* Exercise requirements:
List all lines of the data that include the string "positions".

**********

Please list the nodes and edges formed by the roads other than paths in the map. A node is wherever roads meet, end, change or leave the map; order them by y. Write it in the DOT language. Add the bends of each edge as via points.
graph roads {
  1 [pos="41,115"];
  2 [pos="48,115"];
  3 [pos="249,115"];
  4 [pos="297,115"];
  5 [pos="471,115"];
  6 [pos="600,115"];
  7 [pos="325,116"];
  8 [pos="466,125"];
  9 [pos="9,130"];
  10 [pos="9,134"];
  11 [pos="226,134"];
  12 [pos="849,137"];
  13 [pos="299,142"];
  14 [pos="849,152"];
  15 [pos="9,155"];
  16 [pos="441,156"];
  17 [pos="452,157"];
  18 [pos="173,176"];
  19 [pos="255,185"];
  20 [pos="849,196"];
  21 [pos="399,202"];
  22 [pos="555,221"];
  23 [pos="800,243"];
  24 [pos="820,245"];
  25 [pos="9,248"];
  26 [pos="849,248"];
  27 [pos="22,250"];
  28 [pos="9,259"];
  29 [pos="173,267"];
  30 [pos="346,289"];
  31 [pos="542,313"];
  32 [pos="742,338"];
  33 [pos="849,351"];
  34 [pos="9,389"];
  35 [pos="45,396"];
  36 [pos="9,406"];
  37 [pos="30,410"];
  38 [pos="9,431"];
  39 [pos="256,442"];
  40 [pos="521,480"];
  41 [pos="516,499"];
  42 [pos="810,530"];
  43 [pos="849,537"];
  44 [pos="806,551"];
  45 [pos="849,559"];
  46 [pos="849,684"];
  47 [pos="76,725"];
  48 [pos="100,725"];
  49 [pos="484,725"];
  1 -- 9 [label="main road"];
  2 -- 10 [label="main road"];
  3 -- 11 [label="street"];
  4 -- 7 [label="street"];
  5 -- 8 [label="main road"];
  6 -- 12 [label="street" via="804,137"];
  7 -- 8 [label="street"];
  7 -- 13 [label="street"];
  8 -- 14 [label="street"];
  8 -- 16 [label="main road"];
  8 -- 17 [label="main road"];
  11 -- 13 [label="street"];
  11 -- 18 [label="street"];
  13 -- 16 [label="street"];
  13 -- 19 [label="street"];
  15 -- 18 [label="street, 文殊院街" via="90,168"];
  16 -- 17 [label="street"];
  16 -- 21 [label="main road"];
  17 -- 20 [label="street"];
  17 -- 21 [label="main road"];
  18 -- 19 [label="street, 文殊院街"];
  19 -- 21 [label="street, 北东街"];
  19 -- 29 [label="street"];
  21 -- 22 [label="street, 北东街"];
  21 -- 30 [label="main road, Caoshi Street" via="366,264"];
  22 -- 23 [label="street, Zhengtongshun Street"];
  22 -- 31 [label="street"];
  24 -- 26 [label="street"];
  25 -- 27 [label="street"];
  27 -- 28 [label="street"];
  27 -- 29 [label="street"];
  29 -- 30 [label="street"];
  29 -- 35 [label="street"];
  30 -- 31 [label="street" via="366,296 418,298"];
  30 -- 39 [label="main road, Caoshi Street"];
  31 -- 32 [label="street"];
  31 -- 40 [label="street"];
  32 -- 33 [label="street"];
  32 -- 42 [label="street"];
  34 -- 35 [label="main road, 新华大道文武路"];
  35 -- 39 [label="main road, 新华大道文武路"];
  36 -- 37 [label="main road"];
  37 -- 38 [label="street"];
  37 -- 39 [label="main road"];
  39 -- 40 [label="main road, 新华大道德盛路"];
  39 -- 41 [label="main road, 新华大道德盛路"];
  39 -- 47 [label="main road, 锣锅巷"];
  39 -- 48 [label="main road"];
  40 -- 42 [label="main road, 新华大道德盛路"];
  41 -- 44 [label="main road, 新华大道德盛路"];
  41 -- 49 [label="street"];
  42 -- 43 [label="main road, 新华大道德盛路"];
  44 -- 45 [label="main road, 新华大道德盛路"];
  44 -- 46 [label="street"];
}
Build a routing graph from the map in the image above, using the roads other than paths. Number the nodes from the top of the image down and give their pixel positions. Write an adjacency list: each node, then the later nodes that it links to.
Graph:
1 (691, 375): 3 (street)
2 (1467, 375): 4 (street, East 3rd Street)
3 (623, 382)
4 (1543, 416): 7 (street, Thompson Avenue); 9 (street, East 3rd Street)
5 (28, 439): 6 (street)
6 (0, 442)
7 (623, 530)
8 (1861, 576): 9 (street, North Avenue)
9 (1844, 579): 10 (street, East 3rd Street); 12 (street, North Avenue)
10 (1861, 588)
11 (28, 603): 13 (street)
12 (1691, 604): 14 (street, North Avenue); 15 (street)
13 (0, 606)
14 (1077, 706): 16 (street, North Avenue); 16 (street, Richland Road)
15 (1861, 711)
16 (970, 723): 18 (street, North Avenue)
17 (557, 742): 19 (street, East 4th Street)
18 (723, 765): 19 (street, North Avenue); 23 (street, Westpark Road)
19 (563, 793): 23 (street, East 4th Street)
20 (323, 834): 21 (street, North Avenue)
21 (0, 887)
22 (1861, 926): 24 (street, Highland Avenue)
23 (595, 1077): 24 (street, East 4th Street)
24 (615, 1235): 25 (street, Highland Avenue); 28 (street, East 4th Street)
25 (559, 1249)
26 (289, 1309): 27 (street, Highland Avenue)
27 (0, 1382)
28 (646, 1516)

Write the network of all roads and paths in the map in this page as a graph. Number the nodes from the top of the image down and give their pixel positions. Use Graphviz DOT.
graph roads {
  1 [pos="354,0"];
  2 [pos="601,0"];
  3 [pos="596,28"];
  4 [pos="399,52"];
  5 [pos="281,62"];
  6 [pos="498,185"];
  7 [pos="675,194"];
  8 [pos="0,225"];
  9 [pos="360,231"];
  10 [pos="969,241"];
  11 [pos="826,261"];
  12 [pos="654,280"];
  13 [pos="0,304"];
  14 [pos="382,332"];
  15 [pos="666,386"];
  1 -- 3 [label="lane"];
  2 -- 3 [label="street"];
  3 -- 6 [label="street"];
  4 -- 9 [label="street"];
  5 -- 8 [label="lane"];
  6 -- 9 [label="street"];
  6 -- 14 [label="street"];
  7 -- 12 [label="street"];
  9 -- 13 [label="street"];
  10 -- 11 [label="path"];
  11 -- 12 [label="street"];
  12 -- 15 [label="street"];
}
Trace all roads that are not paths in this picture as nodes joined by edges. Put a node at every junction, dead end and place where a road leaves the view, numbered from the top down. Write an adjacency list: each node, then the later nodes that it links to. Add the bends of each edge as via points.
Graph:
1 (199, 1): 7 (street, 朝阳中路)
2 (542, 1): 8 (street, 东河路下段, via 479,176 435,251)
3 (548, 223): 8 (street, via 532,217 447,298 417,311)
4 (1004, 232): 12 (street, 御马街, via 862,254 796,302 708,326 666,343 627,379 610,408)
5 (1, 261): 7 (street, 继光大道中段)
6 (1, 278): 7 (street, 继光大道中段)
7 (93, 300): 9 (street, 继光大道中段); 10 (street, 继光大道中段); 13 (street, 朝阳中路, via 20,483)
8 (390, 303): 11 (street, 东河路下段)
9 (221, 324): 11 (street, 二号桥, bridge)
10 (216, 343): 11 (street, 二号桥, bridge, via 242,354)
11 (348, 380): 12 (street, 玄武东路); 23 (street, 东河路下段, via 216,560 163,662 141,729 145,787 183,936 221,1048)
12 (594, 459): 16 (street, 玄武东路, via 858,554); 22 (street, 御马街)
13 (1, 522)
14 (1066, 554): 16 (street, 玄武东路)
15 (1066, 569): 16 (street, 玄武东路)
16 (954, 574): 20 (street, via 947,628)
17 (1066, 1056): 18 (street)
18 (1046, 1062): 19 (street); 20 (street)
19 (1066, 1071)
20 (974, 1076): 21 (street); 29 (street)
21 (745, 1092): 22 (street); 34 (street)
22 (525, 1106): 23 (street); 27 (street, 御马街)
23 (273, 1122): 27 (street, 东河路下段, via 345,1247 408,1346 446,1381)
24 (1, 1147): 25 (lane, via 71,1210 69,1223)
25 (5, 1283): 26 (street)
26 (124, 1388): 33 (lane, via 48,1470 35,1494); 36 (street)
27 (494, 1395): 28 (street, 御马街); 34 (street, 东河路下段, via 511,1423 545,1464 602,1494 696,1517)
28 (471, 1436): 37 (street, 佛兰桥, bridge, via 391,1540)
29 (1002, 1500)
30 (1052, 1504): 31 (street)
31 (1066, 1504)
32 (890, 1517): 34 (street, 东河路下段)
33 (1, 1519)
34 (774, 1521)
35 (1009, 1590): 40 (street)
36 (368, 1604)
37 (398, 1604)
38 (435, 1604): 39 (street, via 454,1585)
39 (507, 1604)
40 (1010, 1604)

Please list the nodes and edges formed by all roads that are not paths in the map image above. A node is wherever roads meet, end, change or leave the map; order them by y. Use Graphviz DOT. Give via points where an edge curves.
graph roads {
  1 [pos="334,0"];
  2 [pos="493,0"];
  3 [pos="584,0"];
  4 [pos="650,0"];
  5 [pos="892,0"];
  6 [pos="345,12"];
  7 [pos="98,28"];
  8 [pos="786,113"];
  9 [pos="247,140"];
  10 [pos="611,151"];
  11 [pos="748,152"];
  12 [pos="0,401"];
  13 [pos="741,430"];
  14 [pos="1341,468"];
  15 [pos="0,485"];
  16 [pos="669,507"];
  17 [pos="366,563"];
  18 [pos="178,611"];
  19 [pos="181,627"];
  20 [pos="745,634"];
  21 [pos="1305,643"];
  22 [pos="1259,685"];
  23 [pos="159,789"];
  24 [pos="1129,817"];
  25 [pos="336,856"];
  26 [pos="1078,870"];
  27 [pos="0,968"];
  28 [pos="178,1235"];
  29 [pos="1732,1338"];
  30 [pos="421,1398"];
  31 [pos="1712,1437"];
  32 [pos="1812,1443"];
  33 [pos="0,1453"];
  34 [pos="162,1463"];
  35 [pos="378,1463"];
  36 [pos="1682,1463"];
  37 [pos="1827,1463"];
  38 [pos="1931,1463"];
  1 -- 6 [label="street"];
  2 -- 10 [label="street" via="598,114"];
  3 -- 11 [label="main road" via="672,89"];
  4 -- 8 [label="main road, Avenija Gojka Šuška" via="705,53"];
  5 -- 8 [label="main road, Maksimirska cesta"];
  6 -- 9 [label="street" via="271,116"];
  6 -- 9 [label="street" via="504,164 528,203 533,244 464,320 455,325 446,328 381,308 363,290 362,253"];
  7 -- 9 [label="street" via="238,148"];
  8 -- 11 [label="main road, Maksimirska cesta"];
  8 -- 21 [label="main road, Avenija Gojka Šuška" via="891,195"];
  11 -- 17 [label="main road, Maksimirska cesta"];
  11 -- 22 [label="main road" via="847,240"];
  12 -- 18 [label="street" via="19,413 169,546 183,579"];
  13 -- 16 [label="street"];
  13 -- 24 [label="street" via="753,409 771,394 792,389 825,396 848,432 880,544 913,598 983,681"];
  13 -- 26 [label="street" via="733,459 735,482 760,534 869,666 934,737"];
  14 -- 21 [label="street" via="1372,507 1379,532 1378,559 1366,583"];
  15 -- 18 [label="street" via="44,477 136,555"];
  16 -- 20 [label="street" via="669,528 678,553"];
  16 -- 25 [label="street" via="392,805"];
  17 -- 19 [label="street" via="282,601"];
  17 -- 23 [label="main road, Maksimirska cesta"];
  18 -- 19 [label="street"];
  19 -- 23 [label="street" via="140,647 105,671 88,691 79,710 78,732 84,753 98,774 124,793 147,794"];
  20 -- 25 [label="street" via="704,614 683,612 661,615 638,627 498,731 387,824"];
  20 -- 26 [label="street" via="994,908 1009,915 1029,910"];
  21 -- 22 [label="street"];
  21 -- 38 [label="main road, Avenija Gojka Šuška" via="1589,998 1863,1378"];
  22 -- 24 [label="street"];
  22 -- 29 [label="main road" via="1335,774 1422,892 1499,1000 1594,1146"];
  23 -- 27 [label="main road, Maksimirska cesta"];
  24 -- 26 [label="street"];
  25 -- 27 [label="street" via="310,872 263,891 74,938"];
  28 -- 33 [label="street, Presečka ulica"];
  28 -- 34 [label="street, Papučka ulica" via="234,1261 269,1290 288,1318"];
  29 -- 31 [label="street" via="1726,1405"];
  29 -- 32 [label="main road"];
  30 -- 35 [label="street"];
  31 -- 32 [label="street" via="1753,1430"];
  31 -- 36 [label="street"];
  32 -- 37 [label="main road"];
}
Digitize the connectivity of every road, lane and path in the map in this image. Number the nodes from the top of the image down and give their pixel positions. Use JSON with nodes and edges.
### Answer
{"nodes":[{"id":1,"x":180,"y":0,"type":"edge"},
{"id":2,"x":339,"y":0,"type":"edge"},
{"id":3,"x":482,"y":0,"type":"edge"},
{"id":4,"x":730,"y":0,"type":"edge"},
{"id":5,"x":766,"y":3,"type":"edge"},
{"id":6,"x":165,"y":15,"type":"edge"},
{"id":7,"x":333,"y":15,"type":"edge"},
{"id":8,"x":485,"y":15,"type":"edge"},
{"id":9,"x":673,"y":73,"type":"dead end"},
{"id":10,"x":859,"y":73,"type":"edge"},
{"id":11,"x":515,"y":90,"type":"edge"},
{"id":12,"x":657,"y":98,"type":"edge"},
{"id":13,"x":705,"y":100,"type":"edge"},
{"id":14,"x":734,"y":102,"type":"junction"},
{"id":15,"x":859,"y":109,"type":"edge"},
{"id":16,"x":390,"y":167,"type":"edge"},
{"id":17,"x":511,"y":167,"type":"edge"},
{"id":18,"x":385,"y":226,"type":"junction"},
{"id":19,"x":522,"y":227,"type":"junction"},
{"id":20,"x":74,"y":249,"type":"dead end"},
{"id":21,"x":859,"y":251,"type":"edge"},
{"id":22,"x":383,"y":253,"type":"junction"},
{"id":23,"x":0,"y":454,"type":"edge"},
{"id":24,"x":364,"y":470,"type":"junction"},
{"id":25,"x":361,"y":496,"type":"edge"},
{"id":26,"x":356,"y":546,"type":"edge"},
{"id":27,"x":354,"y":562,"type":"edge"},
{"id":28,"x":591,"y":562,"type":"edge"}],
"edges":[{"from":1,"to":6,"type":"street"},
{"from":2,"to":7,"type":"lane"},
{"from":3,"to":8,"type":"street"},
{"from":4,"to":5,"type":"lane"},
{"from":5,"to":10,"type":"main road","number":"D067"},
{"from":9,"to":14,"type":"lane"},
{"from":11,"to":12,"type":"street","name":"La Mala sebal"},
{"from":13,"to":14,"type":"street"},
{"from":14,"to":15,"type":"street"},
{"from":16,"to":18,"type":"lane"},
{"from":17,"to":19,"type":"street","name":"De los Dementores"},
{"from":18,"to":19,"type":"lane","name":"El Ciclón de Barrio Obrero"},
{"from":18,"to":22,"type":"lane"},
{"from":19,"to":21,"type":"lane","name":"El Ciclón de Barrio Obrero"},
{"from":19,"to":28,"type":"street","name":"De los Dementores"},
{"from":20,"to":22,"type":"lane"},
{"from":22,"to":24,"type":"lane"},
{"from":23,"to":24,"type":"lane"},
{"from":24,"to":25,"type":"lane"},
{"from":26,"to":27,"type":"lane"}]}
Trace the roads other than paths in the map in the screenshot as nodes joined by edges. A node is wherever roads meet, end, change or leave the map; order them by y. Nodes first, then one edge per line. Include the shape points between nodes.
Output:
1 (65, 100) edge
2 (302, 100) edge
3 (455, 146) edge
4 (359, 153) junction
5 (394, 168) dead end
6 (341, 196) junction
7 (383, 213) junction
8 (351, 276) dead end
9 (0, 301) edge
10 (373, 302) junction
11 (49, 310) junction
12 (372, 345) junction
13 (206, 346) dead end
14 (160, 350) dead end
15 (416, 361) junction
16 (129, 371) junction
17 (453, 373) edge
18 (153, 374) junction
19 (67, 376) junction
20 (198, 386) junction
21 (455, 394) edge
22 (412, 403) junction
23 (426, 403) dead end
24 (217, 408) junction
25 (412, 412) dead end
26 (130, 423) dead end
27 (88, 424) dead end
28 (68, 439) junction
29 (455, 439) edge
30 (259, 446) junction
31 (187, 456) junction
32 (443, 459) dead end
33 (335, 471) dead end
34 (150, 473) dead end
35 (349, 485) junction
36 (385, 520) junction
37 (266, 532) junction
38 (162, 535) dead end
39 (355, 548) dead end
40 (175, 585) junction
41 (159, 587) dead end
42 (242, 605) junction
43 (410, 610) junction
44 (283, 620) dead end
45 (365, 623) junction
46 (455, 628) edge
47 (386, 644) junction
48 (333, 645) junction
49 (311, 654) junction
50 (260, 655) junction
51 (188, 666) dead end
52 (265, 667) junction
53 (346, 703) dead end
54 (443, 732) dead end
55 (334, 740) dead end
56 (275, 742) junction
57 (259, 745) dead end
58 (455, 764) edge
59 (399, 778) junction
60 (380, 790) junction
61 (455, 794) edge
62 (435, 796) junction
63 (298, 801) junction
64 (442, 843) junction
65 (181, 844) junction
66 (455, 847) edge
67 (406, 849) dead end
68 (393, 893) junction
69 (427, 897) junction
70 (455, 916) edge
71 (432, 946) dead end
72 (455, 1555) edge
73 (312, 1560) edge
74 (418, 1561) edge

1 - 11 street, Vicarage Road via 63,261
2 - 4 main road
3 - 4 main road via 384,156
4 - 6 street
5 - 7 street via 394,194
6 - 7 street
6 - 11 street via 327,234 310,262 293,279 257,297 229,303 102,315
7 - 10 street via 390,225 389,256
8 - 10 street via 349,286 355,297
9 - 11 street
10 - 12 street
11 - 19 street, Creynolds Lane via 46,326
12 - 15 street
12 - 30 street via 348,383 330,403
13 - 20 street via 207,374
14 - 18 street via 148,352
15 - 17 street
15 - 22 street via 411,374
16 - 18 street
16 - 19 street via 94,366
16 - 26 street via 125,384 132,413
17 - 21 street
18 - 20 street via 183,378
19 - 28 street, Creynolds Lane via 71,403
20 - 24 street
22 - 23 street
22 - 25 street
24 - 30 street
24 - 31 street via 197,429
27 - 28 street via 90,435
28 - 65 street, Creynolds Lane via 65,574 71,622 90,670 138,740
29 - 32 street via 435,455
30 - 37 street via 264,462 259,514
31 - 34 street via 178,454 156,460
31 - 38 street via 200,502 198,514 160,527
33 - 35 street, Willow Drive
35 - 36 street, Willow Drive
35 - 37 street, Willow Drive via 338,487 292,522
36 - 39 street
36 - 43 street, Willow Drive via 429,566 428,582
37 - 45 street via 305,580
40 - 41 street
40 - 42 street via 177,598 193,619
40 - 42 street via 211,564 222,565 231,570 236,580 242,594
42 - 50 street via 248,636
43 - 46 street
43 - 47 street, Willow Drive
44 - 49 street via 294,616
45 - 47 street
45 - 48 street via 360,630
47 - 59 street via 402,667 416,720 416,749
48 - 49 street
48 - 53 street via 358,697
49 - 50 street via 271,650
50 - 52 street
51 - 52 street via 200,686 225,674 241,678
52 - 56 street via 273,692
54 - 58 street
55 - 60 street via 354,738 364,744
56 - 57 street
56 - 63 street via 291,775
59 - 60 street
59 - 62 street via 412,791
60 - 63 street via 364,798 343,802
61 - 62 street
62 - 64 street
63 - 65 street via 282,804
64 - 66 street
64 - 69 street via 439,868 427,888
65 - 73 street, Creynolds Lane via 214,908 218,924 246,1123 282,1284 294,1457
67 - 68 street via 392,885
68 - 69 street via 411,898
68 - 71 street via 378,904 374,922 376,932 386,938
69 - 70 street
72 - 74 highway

**********

* Answer box:
Build a routing graph from the map in the image above, using the roads other than paths. Number the nodes from the top of the image down and give their pixel positions. Write an adjacency list: each node, then the later nodes that it links to.
Write the network of all roads and paths in the map in this page as a graph. Number the nodes from the top of the image down and give their pixel positions. Use Graphviz DOT.
Digitize the connectivity of every road, lane and path in the map in this image. Number the nodes from the top of the image down and give their pixel positions. Use JSON with nodes and edges.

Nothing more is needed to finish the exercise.